In this COVID-19 pandemic, emerging popular refrains like ‘we’re all in this together’ echo across media. But who is this ‘we’? While it’s true that the entire globe is being affected, health risks, burdens, experiences and outcomes aren’t the same for everyone.
The outbreak has prompted calls to better understand its differential impacts, especially for women. Yet, simply prioritising women and building in a sex-and-gender focus won’t paint the full picture of COVID-19’s impact or provide us with enough information to fully address it.
In addition to gender, there are other critical factors such as age, geography, disability, race, ethnicity and indigeneity, migration or refugee status and class. We need to think about conditions such as precarious housing, employment, and political and environmental stressors.
Such complexity requires us to take an intersectional approach to understanding the disease, it’s health and economic impacts and post-pandemic planning.
Intersecting factors are embedded in sociopolitical processes and power structures that create disparate risks and exposures for different people.
This is because risk factors do not operate in isolation. Different factors intersect in different ways to shape experiences of COVID-19. These processes and structures include globalisation, capitalism urbanisation, climate change, patriarchy, racism and xenophobia.
When approaching COVID-19 from this angle, we can see that governments and relevant authorities should employ much more nuanced strategies to gathering, contextualising and interpreting data.
For example, data collection should not be limited to sex disaggregated data. Biological explanations need to be integrated with other social factors, including but not limited to gender norms, roles and behaviours.

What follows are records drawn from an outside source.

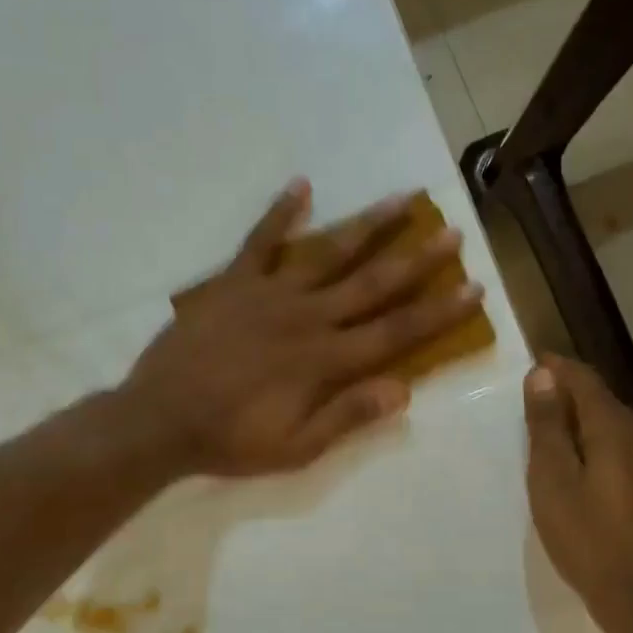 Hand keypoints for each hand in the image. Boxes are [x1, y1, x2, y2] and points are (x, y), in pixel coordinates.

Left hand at [120, 178, 484, 476]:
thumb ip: (348, 416)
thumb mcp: (296, 447)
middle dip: (416, 258)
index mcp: (325, 360)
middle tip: (450, 230)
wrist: (159, 419)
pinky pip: (260, 241)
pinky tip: (302, 185)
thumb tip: (405, 390)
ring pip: (328, 252)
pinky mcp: (233, 283)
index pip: (395, 332)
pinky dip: (279, 213)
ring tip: (402, 199)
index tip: (472, 287)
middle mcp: (306, 317)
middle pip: (372, 283)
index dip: (438, 312)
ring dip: (368, 226)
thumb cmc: (231, 440)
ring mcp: (269, 294)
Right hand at [523, 354, 632, 629]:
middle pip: (604, 402)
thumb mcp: (553, 483)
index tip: (533, 363)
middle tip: (535, 411)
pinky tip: (591, 474)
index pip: (584, 379)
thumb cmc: (589, 541)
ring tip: (558, 443)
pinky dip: (606, 449)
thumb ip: (546, 427)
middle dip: (569, 398)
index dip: (557, 368)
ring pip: (619, 428)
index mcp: (616, 428)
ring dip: (588, 426)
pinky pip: (632, 451)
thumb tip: (542, 376) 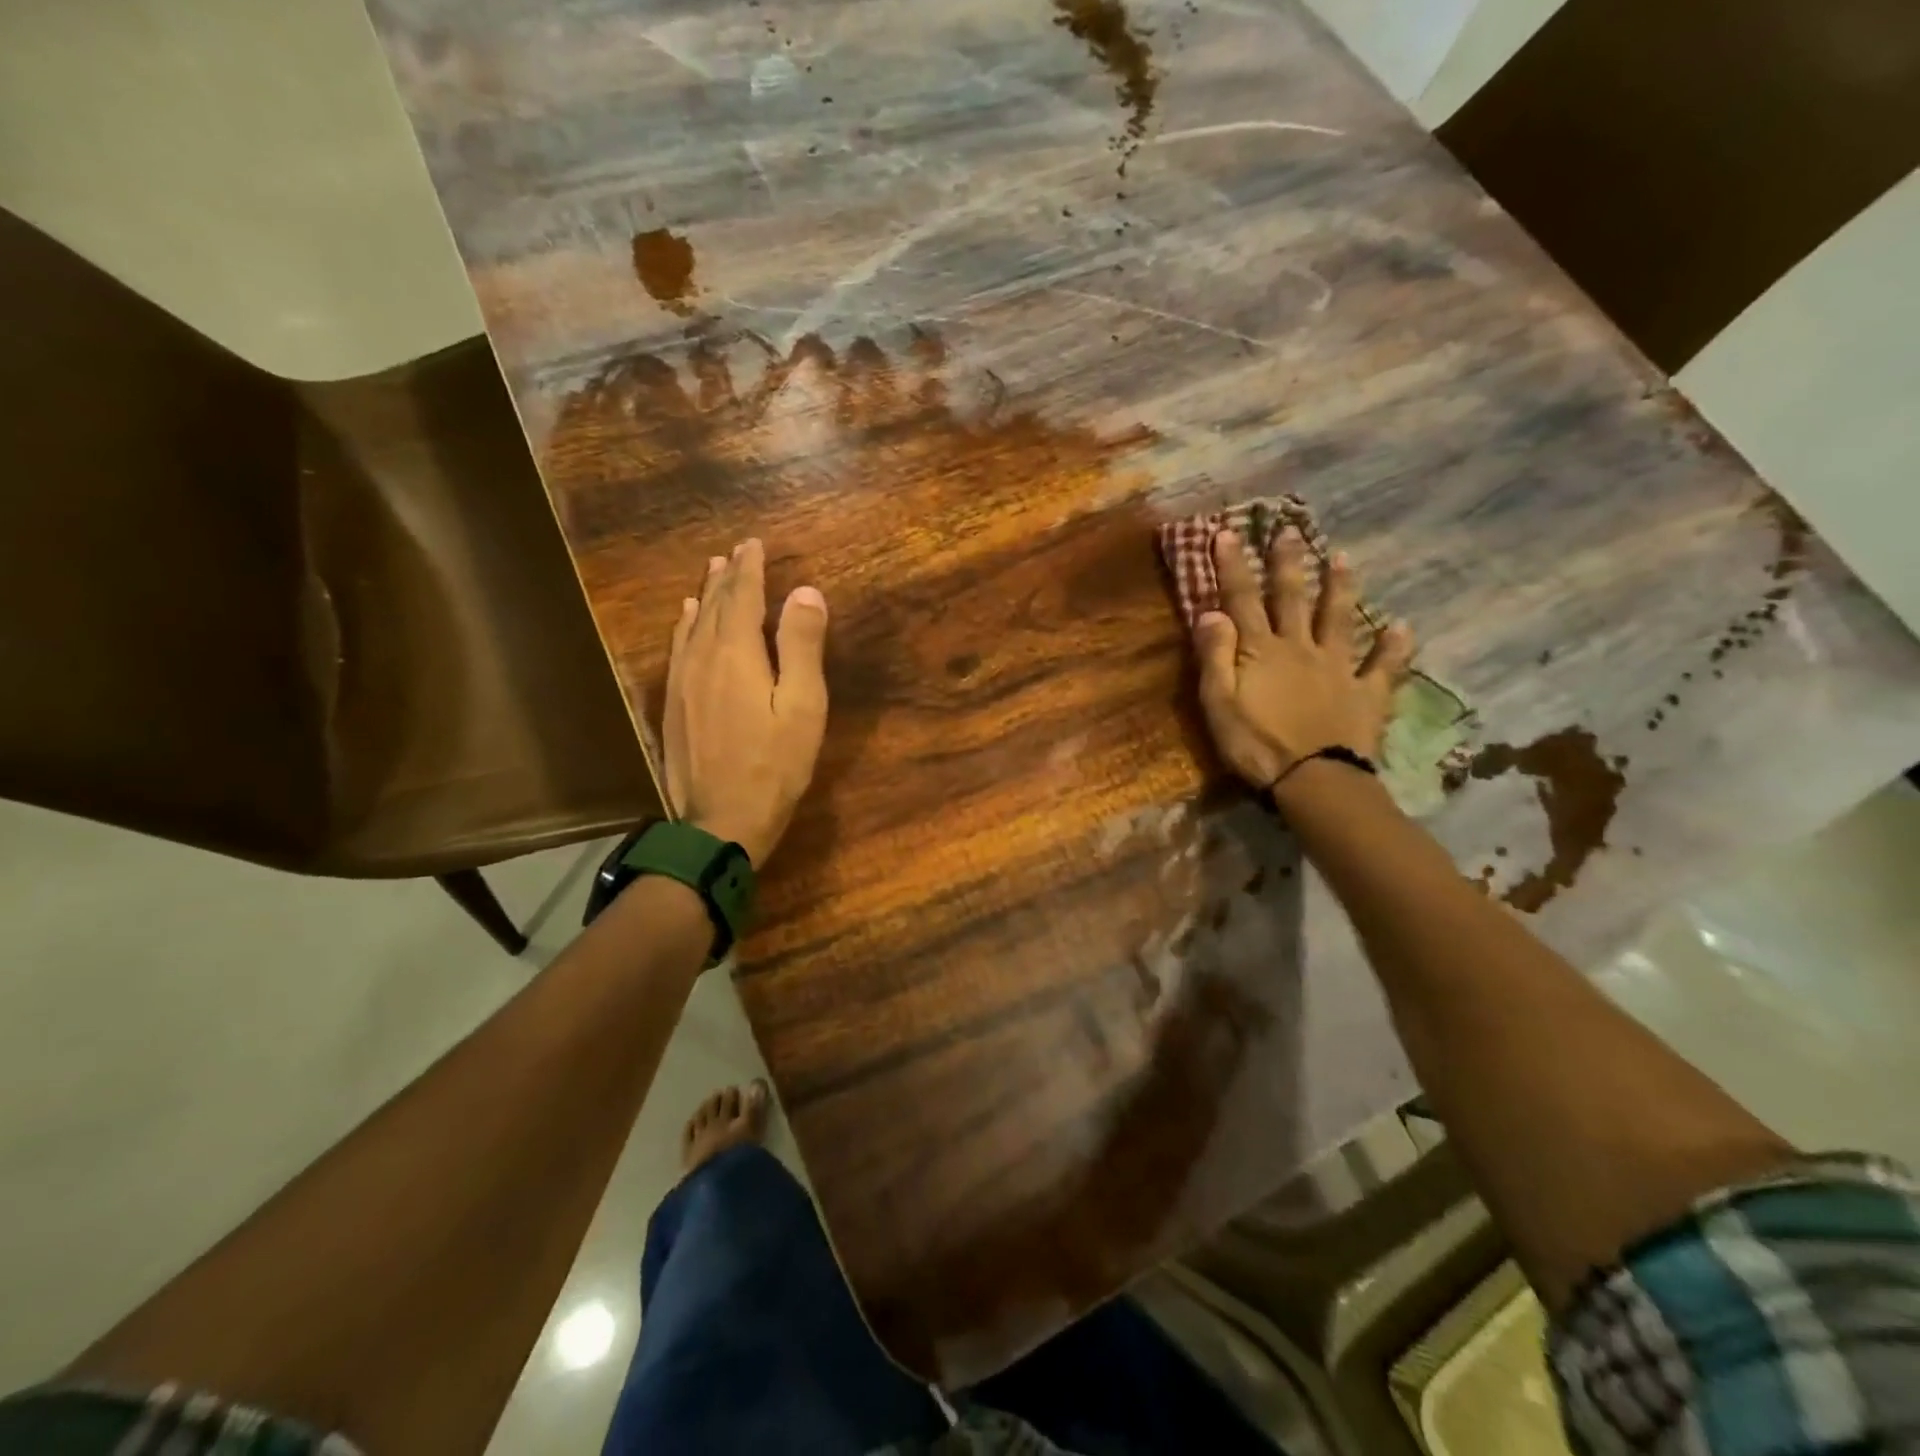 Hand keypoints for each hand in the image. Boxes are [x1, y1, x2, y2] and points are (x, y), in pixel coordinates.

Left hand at [663, 539, 828, 864]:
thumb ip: (802, 647)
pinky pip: (677, 650)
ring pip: (692, 626)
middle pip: (715, 607)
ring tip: (711, 575)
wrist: (720, 821)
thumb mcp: (803, 707)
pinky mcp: (672, 705)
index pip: (743, 598)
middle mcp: (702, 658)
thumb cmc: (774, 765)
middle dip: (728, 577)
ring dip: (705, 597)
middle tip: (735, 552)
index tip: (754, 543)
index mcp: (737, 654)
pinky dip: (684, 627)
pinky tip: (685, 622)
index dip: (750, 569)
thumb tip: (804, 591)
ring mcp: (682, 682)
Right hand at [1193, 527, 1413, 791]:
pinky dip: (1394, 646)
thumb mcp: (1219, 703)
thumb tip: (1210, 611)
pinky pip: (1383, 665)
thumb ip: (1215, 656)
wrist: (1314, 779)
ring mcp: (1338, 667)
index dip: (1233, 565)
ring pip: (1338, 618)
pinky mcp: (1366, 693)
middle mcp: (1300, 647)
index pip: (1242, 598)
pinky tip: (1402, 626)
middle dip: (1287, 562)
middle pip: (1292, 597)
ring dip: (1340, 587)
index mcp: (1261, 650)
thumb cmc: (1256, 744)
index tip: (1227, 532)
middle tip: (1288, 530)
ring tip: (1344, 558)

Burden of disease is not only gendered, but rather, overlaid with other factors, such as age, health status, disability, occupation, socioeconomic status, migratory status and geographic location.
This means that data must be generated from diverse sources – governments, practitioners, civil society – in order to yield a true, global picture of the pandemic. Governments and research councils should prioritise partnerships with researchers in academic and third-sector institutions get a clearer picture of national and regional patterns of the disease, including the documentation different lived experiences, health needs and interactions and include the voices of those affected.
In reporting the effects of pandemics, we must consider broader contexts. Social forces, including socioeconomic and political environments, governance, policy, and cultural and societal values and norms, influence a person’s social location within their household, community and the wider health system.
Moreover, pandemic responses at the national and international levels and related budget support plans must go beyond gender to include expertise in human rights and an analysis of factors such as disability, age, race/ethnicity, migration status, socioeconomic status, and geography.
Indeed, calls for the extension of amnesty provisions to include migrants should be supported. Special protection measures are also required to respond to increased care-giving, violence and decreased access to sexual and reproductive health services considering how differently positioned women experience discrimination, domestic violence and access to various services and social supports.
Indeed, all policy responses need to be cross-sectoral in order to engage with the complexity of an intersectional approach. Special attention must be paid to ensuring that policies are coordinated with the aim of attaining the highest possible level of healthcare as a human right. Relevant sectors include education, social protection, housing, labour and legal services.
Decision makers must also move beyond a deficit model. They should emphasise resourcefulness, resilience, agency and strength.
Decision makers must also move beyond a deficit model. They should emphasise resourcefulness, resilience, agency and strength and in so doing also, commit to leadership diversity.
To date, policy making has been dominated by white, Christian, cis-gendered, heterosexual, able-bodied wealthy men. In reversing that trend, and by making national and international policy spaces truly representative, participation of women and people from minority caste, religious, and ethnic backgrounds could positively impact the health of millions in the future.